» **Available data**:
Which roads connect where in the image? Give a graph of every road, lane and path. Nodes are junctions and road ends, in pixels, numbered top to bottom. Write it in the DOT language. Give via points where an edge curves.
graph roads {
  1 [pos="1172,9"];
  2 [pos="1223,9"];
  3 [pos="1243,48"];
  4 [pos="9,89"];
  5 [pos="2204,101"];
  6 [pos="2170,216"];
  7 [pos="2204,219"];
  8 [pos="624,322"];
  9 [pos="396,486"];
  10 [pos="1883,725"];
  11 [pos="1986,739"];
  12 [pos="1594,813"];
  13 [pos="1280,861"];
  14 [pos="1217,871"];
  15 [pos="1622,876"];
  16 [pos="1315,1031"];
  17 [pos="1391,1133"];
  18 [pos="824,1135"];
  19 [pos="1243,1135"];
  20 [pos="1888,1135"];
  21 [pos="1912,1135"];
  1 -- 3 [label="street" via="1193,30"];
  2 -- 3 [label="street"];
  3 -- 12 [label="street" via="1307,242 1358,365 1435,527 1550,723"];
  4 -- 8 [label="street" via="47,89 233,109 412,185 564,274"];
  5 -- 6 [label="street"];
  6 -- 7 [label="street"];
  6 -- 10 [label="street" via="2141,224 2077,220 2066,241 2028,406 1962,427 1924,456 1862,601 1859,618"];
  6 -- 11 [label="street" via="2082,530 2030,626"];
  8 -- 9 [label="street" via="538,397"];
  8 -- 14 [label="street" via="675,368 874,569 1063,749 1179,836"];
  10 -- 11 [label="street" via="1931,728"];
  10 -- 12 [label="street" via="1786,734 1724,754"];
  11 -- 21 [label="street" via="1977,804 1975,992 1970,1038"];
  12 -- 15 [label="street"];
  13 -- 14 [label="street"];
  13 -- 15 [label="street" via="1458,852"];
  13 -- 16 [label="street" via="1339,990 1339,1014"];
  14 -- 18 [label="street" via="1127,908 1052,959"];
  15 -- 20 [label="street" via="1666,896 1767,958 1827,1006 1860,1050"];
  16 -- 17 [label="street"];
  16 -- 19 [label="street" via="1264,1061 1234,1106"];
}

» **Problem details**:
This task calls for each line of the material that contains "roads".

» **Task output**:
Which roads connect where in the image? Give a graph of every road, lane and path. Nodes are junctions and road ends, in pixels, numbered top to bottom. Write it in the DOT language. Give via points where an edge curves.
graph roads {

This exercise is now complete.